By Josh Moon
Alabama Political Reporter
A Montgomery County Circuit Court judge has dismissed two Department of Education attorneys and the former interim state schools superintendent from a lawsuit filed last year by Jefferson County superintendent Craig Pouncey alleging a conspiracy to deny him the superintendent’s job.
Judge Roman Shaul, in a two-page order, released the department’s chief legal counsel, Juliana Dean, fellow ALSDE attorney Susan Crowther and former interim superintendent Philip Cleveland, saying Pouncey’s lawsuit “fails to allege facts that demonstrate these individual defendants were the source of any information that was disseminated to the public and/or that these individuals made any comments about the plaintiff that was not protected.”
However, Shaul allowed the case to proceed against state school board member Mary Scott Hunter and ALSDE attorney James Ward. The judge noted specific incidents from Pouncey’s complaint that could describe “actionable conduct.”
Shaul provided Pouncey’s attorney, Kenny Mendelsohn, 14 days to amend the complaint or provide additional facts that might show how Dean, Crowther or Cleveland acted outside of the scope of their jobs as state employees.
Pouncey’s lawsuit was filed after an odd search for a state superintendent ended in the selection of Michael Sentance, who was so sure that he wasn’t getting the job that he pulled his name out of the selection process a few weeks prior to interviews.
Sentance was convinced to re-enter his name after a phone call from Dean, who said she was acting on instructions from Hunter.
A few weeks later, anonymous allegations that Pouncey misused state resources when completing his doctoral dissertation found their way to the seats of every state school board member at one of the board’s regular meetings. Hunter, who has maintained she knew nothing of the origin of the allegations, decided to treat the seven-year-old claims as potentially damning information.
Hunter called the Ethics Commission to inform them of the allegations and then instructed Dean to pass them along.
In the meantime, Dean, Crowther and Ward began investigating the claims, going so far as to have Ward call Samford University, where Pouncey received his doctorate degree, and claim that Pouncey had possibly cheated.

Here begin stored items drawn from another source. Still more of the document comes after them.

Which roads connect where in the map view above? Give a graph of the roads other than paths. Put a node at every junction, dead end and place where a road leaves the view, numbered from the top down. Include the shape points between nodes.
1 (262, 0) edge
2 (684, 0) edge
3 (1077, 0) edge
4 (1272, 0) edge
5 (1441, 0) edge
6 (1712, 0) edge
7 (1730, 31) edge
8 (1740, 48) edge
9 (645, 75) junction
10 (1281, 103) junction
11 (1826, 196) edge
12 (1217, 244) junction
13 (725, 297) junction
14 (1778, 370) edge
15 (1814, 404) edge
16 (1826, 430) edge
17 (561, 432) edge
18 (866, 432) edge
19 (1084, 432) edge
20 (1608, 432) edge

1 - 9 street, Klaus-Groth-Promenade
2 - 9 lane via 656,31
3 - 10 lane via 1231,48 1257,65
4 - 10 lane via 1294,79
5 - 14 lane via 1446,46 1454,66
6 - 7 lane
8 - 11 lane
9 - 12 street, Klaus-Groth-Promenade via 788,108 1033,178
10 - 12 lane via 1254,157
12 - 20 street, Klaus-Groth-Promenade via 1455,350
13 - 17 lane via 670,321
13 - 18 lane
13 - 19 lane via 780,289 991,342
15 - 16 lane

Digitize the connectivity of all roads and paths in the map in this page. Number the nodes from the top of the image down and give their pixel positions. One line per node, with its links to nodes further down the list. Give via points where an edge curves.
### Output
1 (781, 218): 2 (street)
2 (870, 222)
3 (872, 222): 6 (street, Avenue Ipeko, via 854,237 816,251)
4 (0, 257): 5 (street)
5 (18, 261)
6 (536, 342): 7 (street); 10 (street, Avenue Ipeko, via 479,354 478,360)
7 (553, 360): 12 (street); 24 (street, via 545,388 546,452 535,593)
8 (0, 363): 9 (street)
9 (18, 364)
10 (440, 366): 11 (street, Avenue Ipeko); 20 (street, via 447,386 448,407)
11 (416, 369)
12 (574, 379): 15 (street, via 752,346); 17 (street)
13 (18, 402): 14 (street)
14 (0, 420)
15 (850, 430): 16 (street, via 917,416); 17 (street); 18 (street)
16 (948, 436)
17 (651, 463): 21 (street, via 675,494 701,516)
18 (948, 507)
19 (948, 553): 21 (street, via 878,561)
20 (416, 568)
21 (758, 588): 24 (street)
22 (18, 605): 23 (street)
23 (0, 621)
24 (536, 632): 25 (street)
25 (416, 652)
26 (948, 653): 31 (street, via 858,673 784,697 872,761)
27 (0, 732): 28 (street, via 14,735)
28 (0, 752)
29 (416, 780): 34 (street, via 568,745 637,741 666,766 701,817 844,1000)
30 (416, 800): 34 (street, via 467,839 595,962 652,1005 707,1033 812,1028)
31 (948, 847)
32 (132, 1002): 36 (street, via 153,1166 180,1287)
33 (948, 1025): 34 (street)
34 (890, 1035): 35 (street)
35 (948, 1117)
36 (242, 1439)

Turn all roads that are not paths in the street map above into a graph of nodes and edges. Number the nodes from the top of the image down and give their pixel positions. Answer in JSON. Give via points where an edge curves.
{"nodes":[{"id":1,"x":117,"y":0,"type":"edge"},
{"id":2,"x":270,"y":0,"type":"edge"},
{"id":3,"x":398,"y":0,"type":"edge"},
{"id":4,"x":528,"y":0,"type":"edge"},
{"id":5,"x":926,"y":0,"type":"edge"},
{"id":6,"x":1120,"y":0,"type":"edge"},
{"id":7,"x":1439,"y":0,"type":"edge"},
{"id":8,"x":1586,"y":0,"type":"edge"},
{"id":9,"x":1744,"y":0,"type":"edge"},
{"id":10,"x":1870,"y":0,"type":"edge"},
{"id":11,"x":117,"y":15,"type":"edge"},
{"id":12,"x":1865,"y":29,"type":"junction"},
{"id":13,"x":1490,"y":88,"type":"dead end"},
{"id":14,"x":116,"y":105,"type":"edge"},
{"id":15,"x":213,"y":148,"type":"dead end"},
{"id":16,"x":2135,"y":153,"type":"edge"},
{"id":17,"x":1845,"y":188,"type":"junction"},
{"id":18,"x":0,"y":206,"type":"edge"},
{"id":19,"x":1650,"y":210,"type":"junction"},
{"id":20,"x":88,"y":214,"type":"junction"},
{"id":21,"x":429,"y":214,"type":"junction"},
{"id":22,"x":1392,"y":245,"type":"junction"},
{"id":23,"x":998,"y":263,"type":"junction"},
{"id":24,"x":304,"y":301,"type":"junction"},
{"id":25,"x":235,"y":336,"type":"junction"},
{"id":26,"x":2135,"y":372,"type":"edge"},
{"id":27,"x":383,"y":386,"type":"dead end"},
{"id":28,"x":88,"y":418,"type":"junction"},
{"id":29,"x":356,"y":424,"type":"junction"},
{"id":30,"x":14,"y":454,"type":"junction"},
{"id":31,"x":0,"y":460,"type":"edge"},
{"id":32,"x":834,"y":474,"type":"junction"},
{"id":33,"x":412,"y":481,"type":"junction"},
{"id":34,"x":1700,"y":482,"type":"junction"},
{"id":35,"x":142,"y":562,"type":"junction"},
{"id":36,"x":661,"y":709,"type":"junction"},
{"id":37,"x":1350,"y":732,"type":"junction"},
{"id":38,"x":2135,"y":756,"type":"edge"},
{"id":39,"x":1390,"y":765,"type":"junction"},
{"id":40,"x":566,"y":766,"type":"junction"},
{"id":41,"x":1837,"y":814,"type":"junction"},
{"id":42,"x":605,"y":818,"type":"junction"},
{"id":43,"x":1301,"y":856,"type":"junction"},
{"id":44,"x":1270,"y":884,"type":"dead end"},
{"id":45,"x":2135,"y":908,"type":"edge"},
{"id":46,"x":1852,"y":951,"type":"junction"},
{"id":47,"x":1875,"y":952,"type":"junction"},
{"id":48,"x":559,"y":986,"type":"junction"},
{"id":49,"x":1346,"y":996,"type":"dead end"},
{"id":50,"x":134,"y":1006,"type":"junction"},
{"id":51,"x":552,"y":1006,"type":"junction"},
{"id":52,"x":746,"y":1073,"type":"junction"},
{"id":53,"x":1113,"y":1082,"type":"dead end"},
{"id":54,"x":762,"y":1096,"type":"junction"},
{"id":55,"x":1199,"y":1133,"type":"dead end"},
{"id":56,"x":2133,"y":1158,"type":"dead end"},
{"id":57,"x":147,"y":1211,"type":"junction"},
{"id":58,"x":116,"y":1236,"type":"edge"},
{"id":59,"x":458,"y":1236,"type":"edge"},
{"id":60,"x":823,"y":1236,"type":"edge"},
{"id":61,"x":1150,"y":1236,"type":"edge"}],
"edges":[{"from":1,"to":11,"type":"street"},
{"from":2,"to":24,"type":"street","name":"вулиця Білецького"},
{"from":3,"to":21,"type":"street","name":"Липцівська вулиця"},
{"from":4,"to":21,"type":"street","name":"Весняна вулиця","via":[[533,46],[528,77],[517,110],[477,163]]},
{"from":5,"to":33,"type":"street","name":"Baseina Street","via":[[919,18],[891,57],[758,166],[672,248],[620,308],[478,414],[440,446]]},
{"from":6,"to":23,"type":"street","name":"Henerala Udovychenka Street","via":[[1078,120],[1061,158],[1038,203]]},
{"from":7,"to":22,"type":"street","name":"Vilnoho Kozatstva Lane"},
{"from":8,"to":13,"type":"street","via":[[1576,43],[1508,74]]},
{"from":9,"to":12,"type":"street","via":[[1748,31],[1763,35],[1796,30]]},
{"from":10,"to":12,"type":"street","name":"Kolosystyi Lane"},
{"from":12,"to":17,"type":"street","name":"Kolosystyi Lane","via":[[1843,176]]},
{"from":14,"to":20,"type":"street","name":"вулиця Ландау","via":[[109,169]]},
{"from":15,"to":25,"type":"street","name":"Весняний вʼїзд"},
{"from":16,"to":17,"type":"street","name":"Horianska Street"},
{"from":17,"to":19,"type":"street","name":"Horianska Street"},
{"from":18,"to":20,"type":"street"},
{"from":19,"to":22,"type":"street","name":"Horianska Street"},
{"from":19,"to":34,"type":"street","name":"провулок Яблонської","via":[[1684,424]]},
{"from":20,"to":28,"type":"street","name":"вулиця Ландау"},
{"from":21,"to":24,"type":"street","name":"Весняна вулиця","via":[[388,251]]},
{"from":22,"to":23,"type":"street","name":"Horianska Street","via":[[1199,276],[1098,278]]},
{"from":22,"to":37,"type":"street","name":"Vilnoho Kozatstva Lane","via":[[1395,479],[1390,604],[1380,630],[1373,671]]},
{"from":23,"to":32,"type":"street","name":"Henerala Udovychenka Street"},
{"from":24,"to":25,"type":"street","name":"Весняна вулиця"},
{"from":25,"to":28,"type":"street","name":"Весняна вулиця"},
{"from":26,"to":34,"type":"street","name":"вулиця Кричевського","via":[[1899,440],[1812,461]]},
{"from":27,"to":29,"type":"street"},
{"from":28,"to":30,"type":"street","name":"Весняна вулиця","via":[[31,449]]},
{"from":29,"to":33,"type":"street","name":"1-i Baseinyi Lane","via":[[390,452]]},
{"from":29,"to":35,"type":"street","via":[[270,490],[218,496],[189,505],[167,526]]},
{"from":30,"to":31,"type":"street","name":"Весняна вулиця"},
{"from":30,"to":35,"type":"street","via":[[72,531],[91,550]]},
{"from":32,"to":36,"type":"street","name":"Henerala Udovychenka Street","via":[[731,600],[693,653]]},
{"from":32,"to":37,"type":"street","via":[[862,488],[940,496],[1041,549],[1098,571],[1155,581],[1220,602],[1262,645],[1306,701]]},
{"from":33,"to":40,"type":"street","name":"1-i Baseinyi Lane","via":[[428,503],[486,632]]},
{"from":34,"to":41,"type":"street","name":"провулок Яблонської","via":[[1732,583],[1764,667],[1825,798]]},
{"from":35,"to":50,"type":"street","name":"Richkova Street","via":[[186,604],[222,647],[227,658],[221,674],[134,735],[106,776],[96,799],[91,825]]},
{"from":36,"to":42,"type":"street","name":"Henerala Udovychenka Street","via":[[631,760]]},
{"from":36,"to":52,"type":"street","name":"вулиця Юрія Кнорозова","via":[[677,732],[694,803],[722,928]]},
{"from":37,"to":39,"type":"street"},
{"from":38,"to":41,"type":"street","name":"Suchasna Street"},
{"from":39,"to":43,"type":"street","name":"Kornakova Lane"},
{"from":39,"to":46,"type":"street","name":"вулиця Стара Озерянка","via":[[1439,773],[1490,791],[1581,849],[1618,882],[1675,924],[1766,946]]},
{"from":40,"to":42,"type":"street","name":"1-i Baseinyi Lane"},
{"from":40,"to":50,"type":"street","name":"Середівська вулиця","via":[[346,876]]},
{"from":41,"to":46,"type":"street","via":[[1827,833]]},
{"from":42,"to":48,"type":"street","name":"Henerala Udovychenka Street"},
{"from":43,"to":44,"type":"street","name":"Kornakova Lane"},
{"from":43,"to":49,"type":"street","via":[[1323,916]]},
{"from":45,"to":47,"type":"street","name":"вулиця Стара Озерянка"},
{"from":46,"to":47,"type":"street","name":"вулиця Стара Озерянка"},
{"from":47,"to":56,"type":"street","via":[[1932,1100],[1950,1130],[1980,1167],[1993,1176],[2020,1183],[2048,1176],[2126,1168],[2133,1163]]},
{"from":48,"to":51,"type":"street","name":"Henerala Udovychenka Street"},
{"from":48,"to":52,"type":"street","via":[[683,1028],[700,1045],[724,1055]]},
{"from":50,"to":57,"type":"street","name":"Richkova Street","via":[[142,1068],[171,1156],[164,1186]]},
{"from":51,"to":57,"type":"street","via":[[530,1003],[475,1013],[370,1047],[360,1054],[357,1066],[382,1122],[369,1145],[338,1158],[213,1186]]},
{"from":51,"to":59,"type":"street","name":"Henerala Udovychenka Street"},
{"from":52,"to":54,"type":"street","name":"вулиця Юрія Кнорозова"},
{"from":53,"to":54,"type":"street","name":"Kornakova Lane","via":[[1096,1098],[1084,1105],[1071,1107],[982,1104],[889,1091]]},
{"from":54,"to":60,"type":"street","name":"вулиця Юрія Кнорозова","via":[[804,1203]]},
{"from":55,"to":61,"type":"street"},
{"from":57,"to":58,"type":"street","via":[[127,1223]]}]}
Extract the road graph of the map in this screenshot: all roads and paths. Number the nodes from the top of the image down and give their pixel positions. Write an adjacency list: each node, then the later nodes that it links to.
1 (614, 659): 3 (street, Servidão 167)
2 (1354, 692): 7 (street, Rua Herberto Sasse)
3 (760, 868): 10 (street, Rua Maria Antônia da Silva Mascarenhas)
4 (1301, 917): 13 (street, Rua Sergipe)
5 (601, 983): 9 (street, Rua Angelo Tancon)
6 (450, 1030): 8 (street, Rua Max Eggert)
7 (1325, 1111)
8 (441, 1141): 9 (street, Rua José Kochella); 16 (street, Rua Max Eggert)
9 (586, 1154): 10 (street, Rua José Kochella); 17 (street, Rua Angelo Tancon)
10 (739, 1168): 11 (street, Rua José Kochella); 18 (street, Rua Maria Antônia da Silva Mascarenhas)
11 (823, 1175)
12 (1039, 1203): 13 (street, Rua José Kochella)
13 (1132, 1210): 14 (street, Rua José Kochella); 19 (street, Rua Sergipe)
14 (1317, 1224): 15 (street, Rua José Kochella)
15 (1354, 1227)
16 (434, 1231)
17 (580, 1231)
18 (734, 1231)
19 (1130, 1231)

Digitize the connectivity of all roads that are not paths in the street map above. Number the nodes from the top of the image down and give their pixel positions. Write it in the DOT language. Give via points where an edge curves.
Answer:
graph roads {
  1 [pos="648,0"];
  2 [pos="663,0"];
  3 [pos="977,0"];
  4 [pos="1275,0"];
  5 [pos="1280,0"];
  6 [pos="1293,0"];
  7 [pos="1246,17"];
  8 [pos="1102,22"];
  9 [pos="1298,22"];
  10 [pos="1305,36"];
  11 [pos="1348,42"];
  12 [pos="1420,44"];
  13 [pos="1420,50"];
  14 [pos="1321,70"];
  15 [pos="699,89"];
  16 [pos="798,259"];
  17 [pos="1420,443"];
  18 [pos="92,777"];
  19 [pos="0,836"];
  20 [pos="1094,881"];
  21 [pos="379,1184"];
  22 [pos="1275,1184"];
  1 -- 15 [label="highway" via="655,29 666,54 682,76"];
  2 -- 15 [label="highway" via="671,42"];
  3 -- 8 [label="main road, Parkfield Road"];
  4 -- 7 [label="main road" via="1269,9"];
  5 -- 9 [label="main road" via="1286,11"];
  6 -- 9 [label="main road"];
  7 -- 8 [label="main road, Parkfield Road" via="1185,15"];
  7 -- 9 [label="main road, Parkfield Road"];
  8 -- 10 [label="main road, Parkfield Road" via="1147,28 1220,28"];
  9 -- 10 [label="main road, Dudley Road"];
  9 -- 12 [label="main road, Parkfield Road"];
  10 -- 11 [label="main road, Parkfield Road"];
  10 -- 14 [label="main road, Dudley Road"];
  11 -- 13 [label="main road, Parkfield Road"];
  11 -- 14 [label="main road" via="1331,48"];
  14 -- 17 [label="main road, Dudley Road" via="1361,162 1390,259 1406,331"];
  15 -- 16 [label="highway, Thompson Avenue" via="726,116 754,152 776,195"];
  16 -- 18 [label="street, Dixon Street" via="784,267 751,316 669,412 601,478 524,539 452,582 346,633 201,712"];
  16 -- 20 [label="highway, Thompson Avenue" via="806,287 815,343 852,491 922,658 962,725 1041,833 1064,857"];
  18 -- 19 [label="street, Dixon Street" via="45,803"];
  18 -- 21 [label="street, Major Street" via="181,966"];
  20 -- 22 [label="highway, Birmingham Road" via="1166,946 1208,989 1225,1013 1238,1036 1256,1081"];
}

He also asked Samford to start an investigation.
It was that phone call that has left Ward still in the case. Shaul specifically cited that allegation in his order.
The Ethics Commission, for reasons that have never been determined, ignored two of its bylaws — barring accepting information from an anonymous source and a statute of limitations that had expired three years earlier — and issued a letter within 24 hours — a remarkable turnaround for the Commission — stating that it was investigating the matter.
That letter found its way to the board, which was in the process of selecting the next superintendent, and was reported by the Alabama Political Reporter.
Shaul denied Hunter’s dismissal request due to an allegation that she spread the rumors of Pouncey’s “ethics problems” during a Business Council of Alabama retreat. Multiple state lawmakers have said on the record, and during a legislative committee hearing, that Hunter provided them with the information about Pouncey.
Shaul also noted that the act of releasing the confidential Ethics Commission letter stating it was investigating Pouncey could also rise to the level of an actionable offense.